Há cento e trinta e oito dias que não escrevo. Que não venho sequer ao blog. Cento e trinta e oito. E agora que escrevo isto, ponho-me a pensar na relatividade do tempo — parece imenso, mas não é assim tanto; não é assim tanto, mas a minha vida mudou quase por completo neste período. Estão a perceber?

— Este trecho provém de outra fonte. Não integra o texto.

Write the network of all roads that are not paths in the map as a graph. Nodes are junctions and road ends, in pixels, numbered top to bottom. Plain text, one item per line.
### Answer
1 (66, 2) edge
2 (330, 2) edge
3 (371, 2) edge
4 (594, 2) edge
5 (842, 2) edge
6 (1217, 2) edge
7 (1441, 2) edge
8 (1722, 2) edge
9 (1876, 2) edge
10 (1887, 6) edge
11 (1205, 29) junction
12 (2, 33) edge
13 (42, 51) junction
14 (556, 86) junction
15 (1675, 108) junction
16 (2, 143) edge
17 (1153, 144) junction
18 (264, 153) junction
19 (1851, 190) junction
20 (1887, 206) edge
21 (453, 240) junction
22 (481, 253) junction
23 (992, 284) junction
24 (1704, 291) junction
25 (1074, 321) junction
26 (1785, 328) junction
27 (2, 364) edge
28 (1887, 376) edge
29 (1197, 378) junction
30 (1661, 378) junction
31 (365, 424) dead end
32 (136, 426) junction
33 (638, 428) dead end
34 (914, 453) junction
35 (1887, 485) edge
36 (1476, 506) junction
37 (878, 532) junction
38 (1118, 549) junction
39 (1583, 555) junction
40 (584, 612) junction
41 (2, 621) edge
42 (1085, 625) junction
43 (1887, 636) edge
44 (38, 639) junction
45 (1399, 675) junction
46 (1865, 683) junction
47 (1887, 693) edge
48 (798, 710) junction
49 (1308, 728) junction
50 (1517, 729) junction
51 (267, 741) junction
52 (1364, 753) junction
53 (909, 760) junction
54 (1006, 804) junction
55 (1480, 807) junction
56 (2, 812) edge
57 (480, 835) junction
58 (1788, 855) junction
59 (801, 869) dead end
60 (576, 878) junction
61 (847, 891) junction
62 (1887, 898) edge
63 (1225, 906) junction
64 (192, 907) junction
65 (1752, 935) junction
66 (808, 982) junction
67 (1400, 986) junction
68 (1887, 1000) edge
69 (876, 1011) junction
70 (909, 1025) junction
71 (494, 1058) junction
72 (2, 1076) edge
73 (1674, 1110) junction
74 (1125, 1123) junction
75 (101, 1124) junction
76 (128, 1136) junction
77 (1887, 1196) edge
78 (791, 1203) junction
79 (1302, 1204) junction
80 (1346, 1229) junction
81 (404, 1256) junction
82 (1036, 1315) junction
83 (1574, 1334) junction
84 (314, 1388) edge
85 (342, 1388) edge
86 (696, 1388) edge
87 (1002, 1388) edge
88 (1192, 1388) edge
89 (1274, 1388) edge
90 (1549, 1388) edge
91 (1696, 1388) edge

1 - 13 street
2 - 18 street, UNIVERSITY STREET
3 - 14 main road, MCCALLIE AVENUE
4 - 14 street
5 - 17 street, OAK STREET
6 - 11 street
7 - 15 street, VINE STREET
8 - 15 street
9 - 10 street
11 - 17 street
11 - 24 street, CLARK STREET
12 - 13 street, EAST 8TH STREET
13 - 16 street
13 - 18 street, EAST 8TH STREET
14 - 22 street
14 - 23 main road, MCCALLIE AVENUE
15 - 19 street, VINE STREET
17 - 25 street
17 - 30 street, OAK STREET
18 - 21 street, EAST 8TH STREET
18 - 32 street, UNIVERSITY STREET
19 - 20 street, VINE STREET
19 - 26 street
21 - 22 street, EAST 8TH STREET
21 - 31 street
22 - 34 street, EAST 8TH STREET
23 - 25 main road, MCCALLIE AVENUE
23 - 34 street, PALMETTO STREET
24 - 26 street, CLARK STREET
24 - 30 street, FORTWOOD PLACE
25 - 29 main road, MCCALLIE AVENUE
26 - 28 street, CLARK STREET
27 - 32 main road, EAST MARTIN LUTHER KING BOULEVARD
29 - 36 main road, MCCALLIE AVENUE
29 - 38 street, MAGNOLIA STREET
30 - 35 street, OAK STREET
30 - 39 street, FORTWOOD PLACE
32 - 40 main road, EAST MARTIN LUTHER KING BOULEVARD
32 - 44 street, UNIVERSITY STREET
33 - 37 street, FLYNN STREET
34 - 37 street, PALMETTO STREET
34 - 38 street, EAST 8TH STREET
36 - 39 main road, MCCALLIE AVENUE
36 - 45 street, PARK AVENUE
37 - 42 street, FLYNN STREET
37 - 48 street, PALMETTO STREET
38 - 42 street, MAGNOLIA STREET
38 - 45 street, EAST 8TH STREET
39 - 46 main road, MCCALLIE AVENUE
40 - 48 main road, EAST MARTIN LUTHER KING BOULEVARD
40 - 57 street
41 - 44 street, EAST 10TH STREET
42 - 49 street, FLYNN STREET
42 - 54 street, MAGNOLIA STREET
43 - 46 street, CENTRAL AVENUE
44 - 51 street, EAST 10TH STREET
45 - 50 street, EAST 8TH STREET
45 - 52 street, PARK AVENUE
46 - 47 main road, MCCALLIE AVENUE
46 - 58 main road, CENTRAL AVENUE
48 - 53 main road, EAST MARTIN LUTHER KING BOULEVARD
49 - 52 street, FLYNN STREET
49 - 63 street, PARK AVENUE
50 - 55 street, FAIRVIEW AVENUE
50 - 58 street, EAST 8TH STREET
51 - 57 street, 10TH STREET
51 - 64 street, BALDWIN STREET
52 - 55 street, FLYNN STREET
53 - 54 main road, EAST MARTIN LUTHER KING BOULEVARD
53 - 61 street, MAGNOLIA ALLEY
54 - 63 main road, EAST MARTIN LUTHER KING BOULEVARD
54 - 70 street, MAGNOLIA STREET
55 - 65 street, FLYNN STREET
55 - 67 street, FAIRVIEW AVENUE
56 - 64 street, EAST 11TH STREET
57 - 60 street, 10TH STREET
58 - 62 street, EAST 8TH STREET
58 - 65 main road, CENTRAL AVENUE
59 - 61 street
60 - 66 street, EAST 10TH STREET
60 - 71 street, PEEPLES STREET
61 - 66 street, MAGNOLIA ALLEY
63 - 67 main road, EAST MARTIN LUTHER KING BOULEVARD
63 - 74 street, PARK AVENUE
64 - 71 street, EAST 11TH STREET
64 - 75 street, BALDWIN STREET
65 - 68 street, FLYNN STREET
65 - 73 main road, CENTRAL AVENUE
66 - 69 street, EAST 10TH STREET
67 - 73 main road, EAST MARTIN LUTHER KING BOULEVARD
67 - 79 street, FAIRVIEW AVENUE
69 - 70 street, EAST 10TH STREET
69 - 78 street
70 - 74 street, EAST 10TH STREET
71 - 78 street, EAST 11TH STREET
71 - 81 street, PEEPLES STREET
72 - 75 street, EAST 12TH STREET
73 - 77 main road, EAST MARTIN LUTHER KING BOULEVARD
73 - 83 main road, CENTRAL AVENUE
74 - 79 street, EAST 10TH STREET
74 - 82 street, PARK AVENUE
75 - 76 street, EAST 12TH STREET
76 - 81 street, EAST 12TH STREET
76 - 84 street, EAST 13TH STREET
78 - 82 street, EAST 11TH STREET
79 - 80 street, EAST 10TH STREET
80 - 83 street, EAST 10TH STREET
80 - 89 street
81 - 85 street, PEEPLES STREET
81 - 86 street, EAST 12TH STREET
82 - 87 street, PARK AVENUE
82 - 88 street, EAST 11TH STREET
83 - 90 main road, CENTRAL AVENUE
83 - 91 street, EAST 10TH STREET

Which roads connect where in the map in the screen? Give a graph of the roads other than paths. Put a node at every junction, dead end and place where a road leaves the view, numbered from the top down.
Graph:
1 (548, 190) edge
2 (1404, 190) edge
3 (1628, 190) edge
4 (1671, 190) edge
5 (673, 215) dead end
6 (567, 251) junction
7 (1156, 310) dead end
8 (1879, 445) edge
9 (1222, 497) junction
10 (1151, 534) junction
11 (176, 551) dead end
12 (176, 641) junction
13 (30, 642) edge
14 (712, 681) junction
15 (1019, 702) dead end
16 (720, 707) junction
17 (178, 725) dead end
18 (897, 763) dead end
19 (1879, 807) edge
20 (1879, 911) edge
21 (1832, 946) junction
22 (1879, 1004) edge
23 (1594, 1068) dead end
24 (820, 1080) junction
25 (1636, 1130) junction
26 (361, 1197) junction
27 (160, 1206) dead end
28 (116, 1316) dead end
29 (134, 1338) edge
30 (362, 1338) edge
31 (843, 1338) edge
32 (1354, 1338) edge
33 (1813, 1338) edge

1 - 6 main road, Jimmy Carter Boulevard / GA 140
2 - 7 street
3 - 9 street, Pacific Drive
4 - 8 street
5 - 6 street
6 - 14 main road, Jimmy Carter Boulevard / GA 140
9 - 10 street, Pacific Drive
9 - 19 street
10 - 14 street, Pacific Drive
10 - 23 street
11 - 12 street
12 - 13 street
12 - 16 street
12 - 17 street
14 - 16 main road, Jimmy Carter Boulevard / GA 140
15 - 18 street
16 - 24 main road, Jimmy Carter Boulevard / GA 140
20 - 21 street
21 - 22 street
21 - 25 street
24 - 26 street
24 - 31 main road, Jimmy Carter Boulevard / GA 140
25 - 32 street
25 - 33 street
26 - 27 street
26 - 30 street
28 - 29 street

Em cento e trinta e oito dias, trabalhei dias e noites, sem descanso e fora da minha zona de conforto. Vi concertos de colegas, de bandas da adolescência, de bandas de sempre. Tatuei o pulso direito, do lado direito. Vi dos melhores e dos piores filmes de sempre no IndieLisboa (foi uma edição de extremos). Percorri o Alentejo através de herdades e provas de vinho (em breve falaremos sobre isto). Visitei amigos em jantares que não se repetem. Assisti ao casamento de uma amiga dos tempos do ISCSP — um casamento indiano! Fui a festivais em trabalho, fui a festivais em lazer (o Primavera Sound não desiludiu, mas nenhum concerto me aqueceu o coração). Quase que mudei de emprego. Regressei à Feira do Livro, menos vezes, mas com mais compras — poupanças! E vi passar a noite de Santo António como um tufão pela minha vida.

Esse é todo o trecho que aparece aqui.